Skip to main content

Opus

The OpusEncoder handles high-quality, low-latency VoIP audio encoding for the HoloMIT SDK.

Implementation Details

The encoder inherits from VoiceEncoder (and ultimately BaseWorker) and operates asynchronously using thread-safe queues. It pulls raw audio frames (FloatMemoryChunk) from an input queue, compresses them, and pushes the resulting ByteMemoryChunk to an output queue.

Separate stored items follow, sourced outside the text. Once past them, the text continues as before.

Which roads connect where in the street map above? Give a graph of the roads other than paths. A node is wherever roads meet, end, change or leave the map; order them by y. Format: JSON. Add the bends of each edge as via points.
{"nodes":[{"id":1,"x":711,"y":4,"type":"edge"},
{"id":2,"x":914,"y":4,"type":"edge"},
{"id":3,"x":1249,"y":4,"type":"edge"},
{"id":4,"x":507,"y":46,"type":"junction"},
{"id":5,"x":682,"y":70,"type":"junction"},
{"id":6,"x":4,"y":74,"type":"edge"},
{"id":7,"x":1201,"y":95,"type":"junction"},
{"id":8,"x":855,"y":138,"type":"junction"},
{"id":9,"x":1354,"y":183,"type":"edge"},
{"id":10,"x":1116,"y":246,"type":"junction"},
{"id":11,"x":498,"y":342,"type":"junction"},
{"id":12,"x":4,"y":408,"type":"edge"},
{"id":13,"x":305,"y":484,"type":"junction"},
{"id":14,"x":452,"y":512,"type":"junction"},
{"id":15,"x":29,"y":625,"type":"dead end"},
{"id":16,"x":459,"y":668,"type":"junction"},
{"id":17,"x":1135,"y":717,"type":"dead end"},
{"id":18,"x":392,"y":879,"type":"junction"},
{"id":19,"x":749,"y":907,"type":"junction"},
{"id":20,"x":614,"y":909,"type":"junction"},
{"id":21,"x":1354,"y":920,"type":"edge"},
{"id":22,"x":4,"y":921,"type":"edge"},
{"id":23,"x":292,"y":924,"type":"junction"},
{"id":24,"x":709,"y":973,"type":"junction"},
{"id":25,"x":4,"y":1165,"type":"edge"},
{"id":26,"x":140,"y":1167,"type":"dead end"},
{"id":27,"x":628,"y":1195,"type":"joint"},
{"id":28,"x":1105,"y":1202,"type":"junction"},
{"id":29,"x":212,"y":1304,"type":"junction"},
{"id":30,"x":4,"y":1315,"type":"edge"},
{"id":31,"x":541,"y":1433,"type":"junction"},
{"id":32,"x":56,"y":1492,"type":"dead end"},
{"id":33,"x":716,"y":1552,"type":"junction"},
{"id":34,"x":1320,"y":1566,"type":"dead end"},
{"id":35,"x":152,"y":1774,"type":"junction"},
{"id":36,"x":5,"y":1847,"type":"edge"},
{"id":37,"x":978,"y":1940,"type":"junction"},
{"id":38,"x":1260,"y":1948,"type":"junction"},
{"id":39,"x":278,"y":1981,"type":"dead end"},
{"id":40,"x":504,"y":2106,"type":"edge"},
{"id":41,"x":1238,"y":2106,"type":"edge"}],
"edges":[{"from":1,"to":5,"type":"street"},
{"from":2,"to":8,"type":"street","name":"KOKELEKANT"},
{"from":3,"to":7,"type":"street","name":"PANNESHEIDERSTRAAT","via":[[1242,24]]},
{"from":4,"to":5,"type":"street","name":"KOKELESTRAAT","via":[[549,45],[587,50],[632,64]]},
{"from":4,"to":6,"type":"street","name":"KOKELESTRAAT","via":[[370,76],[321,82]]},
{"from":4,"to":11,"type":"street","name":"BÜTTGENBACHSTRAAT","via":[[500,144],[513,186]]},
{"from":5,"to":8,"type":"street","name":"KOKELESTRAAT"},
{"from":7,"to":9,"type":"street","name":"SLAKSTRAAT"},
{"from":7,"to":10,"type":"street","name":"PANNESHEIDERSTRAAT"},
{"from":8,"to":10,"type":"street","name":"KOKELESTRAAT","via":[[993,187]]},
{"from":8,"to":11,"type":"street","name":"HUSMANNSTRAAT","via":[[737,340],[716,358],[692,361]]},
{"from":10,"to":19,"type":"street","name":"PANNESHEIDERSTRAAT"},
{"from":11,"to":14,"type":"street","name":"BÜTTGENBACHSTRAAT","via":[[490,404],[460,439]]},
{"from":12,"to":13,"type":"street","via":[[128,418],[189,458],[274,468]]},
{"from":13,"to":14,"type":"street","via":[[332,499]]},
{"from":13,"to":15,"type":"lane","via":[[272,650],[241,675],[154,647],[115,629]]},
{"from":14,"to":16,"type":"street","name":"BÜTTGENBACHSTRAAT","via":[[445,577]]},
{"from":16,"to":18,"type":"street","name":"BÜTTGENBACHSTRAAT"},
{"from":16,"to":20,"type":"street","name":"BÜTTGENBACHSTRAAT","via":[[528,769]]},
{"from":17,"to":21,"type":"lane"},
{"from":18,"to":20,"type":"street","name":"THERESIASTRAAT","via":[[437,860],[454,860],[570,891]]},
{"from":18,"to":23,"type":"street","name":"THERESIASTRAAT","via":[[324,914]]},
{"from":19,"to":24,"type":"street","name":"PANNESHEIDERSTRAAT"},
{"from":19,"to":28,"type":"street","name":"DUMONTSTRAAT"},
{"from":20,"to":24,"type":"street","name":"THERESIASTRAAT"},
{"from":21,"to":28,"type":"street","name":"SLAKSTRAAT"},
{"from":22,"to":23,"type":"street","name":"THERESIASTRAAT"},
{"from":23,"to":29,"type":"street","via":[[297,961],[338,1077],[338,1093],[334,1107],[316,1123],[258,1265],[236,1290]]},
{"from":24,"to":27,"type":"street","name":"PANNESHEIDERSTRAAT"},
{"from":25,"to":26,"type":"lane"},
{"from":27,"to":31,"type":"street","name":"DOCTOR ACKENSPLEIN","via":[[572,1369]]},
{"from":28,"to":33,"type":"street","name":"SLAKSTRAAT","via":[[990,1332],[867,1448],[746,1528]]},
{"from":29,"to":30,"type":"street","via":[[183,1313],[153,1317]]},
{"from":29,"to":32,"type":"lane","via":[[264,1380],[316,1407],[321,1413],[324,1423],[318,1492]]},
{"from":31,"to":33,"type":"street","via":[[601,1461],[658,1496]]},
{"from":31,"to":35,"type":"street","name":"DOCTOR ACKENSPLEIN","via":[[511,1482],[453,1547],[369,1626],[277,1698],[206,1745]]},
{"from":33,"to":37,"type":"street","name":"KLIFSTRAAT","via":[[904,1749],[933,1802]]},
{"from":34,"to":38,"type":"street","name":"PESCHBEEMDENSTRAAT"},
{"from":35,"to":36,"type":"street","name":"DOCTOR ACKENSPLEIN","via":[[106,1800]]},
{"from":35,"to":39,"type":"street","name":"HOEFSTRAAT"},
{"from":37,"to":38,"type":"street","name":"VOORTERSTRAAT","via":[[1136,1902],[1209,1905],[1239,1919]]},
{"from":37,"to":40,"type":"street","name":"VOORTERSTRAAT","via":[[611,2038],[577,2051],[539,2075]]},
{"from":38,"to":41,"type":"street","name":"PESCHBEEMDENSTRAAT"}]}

  • Implementation: Wraps the UnityOpus library.
  • Location: Assets\UserRepresentation\Voice\Scripts\Workers\Codecs\OpusEncoder.cs
  • Configuration:
    • Sampling Frequency: 16000 Hz
    • Channels: Mono
    • Application: VoIP
    • Bitrate: 96000 bps
    • Complexity: 10
    • Signal Type: Voice
  • Buffer Size: Fixed at 320 samples per frame.

Metrics Tracking

The encoder utilizes an internal Stats class that measures the processing time (via System.Diagnostics.Stopwatch), incoming bytes, and outgoing bytes per frame. These metrics are periodically flushed to Prometheus or local log files depending on the global configuration (Config.Instance.Stats.DebugMetrics).

Decoder (VoiceDecoder)

Instead of having a separate decoder class, the system uses a unified VoiceDecoder script that handles Opus dynamically.

  • When instantiated, it prepares a UnityOpus.Decoder (16000Hz, Mono).
  • It reads the format from the first packet's metadata (_chunk.Info.Dsi).
  • Because the incoming stream is Mono but Unity's spatial audio or multi-channel setups might require more, the decoder duplicates the decoded mono signal across 6 channels into the final FloatMemoryChunk before queueing it for the AudioPreparer.